E'l giovanile ardor che mi fa presto Oltre mi spinge, e a sceglier non dimoro Se sia miglior cammin quello di questo. Ma chi dirà le ingiurie di coloro Ch'empiono il basso giro? Alme invidiose! O al ben oprar nemico infame coro! In van speri quel premio che ripose Alle fatiche il ciel, s'altro non sei Che impaccio alle grand'alme e generose. Muovo per l'erta costa i passi miei; Ma la turba crudel mi fu d'intorno Talchè restarne oppresso io mi credei. Altri ride sbuffando e mi fa scorno; Altri mi spinge acerbamente indietro, E vuol che al basso suol faccia ritorno. Altri con urli in spaventoso metro L'orecchio offende e fa inarcar le ciglia, O m'appesta col fiato infausto e tetro.
Co' denti altri e coll' unghie a me s'appiglia; Nè pria rimuove la livida faccia,
Che la bocca e la man non sia vermiglia.
Altri, ch'altro non puote, i piè m'abbraccia, E se non giunge a darini maggior duolo, Il lembo almen delle mie vesti straccia. Io, fra la rabbia del maligno stuolo Contro di me senza ragione irato, Che far poteva abbandonato e solo!

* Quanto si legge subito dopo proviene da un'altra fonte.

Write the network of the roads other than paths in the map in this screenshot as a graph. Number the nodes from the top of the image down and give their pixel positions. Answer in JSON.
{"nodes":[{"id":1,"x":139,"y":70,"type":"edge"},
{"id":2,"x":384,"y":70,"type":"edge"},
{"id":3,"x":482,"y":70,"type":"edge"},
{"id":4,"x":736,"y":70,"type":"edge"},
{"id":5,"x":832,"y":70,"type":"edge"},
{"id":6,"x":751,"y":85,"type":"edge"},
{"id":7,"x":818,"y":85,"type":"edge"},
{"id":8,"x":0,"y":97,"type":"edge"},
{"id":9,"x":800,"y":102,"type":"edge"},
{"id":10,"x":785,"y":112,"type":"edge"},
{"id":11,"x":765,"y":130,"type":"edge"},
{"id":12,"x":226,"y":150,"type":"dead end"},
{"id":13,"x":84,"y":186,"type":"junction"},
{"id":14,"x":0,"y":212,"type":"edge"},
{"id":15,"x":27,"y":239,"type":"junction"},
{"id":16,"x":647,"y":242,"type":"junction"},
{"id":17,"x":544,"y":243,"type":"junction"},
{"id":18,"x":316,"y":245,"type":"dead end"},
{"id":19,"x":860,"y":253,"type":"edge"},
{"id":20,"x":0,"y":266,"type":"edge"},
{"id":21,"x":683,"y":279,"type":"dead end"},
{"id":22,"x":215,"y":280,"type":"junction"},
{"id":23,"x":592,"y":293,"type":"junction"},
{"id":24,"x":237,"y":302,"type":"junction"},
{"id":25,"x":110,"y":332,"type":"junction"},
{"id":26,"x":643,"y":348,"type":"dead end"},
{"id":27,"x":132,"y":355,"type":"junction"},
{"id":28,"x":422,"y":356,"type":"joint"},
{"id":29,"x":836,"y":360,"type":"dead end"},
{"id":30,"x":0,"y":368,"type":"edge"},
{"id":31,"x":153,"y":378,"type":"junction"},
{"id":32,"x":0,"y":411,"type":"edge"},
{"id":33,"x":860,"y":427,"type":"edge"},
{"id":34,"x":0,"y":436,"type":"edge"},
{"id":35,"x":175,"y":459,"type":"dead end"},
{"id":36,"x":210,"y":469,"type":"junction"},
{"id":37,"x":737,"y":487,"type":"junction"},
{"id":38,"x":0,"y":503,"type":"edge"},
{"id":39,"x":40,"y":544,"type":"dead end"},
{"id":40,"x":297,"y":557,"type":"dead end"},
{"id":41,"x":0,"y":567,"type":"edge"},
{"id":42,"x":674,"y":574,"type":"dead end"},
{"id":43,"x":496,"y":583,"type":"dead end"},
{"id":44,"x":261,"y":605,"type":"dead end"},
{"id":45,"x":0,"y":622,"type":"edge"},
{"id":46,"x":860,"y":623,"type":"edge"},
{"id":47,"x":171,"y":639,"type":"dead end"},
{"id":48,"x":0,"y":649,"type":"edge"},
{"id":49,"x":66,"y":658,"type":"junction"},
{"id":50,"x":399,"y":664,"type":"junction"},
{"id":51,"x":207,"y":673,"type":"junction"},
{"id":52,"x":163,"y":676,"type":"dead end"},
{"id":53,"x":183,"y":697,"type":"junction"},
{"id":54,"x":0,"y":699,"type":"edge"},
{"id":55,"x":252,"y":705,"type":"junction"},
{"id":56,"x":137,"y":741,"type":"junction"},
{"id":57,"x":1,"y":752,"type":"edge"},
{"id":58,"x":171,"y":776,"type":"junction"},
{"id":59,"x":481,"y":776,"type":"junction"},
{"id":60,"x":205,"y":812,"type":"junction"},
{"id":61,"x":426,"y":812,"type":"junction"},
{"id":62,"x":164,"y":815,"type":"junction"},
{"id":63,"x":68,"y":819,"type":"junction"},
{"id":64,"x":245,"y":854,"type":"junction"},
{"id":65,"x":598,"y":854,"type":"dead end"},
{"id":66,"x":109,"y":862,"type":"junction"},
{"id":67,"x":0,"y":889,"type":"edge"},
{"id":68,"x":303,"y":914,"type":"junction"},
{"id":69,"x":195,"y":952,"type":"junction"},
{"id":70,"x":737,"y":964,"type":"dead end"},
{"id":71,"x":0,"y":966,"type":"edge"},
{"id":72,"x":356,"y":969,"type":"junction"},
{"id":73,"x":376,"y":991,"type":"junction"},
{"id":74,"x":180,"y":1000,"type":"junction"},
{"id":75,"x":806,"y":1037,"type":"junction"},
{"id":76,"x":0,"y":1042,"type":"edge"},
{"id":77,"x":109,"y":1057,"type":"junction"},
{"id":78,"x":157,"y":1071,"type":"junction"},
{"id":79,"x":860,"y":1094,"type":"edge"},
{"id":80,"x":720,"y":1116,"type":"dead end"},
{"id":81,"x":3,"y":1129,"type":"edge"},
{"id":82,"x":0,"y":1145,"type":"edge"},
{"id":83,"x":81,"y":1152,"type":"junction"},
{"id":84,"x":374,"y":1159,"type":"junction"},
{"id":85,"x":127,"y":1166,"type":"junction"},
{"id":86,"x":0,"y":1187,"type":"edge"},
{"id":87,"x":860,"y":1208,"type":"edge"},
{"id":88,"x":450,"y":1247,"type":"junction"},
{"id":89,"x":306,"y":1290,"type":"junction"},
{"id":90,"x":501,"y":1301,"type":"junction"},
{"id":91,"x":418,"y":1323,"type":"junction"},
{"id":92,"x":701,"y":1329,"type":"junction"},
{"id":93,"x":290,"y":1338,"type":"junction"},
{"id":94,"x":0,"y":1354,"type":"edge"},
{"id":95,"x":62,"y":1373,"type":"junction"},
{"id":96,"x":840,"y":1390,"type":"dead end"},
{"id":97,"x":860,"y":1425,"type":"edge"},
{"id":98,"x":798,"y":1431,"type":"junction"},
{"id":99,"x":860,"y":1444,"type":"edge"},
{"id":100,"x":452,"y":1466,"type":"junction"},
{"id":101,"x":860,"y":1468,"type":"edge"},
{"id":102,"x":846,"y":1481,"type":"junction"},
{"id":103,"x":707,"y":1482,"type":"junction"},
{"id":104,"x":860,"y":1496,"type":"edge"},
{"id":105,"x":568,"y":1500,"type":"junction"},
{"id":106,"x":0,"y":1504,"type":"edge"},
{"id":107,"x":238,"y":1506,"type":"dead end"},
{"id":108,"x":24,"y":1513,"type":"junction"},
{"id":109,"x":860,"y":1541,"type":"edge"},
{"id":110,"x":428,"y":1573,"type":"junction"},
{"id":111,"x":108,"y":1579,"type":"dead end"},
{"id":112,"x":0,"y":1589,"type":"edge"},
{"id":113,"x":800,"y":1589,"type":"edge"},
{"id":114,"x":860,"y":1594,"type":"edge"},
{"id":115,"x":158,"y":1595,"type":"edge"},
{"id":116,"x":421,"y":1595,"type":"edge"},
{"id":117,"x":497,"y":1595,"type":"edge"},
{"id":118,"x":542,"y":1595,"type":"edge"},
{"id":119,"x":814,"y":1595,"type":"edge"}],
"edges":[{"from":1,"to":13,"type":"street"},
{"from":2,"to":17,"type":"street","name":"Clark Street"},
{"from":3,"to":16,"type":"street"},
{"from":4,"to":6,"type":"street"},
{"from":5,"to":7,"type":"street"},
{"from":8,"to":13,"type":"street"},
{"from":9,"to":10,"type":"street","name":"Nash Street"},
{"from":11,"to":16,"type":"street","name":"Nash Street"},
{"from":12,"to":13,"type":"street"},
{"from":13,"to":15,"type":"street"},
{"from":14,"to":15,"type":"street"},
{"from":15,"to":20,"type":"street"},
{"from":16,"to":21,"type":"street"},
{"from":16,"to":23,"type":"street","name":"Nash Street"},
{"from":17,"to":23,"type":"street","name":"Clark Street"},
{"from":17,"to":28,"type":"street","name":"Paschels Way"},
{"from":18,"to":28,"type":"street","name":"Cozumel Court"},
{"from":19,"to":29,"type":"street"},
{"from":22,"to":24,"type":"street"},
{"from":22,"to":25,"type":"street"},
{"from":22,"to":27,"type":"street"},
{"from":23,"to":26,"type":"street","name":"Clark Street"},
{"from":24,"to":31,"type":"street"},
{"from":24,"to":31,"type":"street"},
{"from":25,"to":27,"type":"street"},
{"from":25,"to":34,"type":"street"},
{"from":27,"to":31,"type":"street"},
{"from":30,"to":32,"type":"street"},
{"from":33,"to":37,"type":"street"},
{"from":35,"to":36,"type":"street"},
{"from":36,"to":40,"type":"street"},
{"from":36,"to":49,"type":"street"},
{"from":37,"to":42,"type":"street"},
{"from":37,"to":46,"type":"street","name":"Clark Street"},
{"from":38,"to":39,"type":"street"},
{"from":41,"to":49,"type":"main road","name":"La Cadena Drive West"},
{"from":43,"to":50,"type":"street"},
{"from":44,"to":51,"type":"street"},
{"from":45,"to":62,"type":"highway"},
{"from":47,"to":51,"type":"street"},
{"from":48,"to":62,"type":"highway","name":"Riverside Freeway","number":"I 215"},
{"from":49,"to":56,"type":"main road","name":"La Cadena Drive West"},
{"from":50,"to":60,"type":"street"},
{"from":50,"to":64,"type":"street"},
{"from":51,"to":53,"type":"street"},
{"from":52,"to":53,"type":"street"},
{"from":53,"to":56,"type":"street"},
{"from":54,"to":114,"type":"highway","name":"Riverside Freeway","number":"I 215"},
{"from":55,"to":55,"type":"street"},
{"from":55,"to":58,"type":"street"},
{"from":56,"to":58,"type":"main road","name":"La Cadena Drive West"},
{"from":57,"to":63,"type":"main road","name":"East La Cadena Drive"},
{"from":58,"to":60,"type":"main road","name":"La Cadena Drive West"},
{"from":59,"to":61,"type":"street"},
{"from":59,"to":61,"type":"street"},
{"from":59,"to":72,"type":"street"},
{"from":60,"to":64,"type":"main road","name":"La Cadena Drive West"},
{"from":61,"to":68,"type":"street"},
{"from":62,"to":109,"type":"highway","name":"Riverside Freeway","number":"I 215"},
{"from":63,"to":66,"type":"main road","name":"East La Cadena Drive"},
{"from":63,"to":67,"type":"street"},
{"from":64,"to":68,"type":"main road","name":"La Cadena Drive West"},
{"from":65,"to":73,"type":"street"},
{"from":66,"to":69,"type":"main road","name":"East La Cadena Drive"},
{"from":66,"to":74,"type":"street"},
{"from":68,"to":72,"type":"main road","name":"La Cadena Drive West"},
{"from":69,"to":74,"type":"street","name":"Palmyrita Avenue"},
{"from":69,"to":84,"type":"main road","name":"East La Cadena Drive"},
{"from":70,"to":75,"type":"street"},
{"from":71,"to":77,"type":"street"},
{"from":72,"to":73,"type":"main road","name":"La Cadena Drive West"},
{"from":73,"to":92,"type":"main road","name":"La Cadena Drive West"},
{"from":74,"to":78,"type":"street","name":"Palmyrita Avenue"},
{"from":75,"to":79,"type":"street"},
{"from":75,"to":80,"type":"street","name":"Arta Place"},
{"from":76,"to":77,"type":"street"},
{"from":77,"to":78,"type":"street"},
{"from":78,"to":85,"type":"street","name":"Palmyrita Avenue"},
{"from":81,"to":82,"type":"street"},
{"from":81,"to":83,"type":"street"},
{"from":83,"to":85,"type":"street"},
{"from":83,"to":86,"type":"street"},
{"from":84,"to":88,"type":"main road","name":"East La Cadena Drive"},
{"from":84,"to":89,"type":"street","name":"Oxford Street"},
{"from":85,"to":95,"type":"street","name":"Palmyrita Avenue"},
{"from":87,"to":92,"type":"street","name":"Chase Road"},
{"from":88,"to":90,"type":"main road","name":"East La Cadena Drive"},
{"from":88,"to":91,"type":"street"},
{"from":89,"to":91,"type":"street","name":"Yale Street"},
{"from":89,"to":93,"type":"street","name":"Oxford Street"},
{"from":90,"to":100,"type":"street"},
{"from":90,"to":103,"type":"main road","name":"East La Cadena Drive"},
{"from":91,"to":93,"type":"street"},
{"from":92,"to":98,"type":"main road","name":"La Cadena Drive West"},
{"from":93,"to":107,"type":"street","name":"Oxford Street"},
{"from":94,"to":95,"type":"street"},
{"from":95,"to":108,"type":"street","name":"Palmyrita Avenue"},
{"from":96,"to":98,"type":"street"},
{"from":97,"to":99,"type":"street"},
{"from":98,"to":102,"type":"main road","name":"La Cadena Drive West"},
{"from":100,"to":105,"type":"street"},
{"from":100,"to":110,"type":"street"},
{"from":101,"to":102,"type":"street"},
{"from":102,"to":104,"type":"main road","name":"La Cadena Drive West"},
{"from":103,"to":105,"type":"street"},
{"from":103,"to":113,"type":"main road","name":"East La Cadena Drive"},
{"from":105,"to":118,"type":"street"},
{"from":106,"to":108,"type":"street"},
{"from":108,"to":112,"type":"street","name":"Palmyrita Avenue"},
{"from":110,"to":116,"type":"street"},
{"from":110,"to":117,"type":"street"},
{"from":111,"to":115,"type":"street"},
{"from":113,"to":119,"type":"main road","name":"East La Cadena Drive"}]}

Già sono di sudor molle e bagnato,
Già mi palpita il core, anela il petto, Laceri ho i panni e sanguinoso il lato: Già l'ardente desio cede al difetto Del mio poter; ma venne a darmi aita Del buon maestro il venerato aspetto.
Riconosco la guancia scolorita Dal lungo studio, e il magistrale impero Che l'ampia fronte gli adornava in vita. A me rivolse il ciglio suo severo, Da cui pur dianzi io regolar solea Delle mie labbra i moti e del pensiero;
E in mezzo a quella turba invida e rea Discese alquanto, e la sua man mi porse; Deh sorgi, o figlio, e non temer, dicea. Alla voce, alla vista un gel mi scorse Dal capo al piè le più riposte vene, Talche Bion del mio timor s'accorse, E turbato soggiunse: ah non conviene Così di tema vil pingere il volto, Se la mia man ti guida e ti sostiene. Quel gel che intorno al core era raccolto, Poichè scaldò vergogna i sensi miei, Venne su gli occhi in lagrime disciolto; E dissi: ah padre, che ben tal mi sei, Se, poichè mi lasciasti in abbandono, Sostegno e guida, ahi lasso! in te perdei; E se quanto conosco e quanto io sono, Fuorchè la prima rozza informe spoglia, Di tua man, di tua mente è tutto dono; Ah lascia almen che in pianto si discioglia L'acerbo affanno, e in lagrime diffuso Esca a far fede dell'interna doglia ! Ed ei: teneri sensi io non ricuso Del grato cor, ma quest' imbelle pianto Deh serba, o figlio, pur, serba ad altr'uso;
E, se degno esser vuoi di starmi accanto, Giustamente adornar tue membra cerca Di quel ch'io cingo luminoso amianto.
Quello è il tempio di Gloria che ricerca Ogni alma e non rinviene; e quella sede Col sangue solo e col sudor si merca. Tu porta colassù l'accorto piede, Ma sappi pria che'l Senno ed il Valore Della soglia felice in guardia siede:
E che quegli il bel tempio entra d'Onore, Che col senno o coll' opre un dì poteo Render d'invidia il nome suo maggiore. Ivi è il buon Greco che sì chiari feo I nomi di color per cui si rese
Specchio del Frigio incendio il flutto Egeo. Ivi è colui che alto cantò le imprese Del Trojano, e da cui sua nobil arte Il fortunato agricoltore apprese.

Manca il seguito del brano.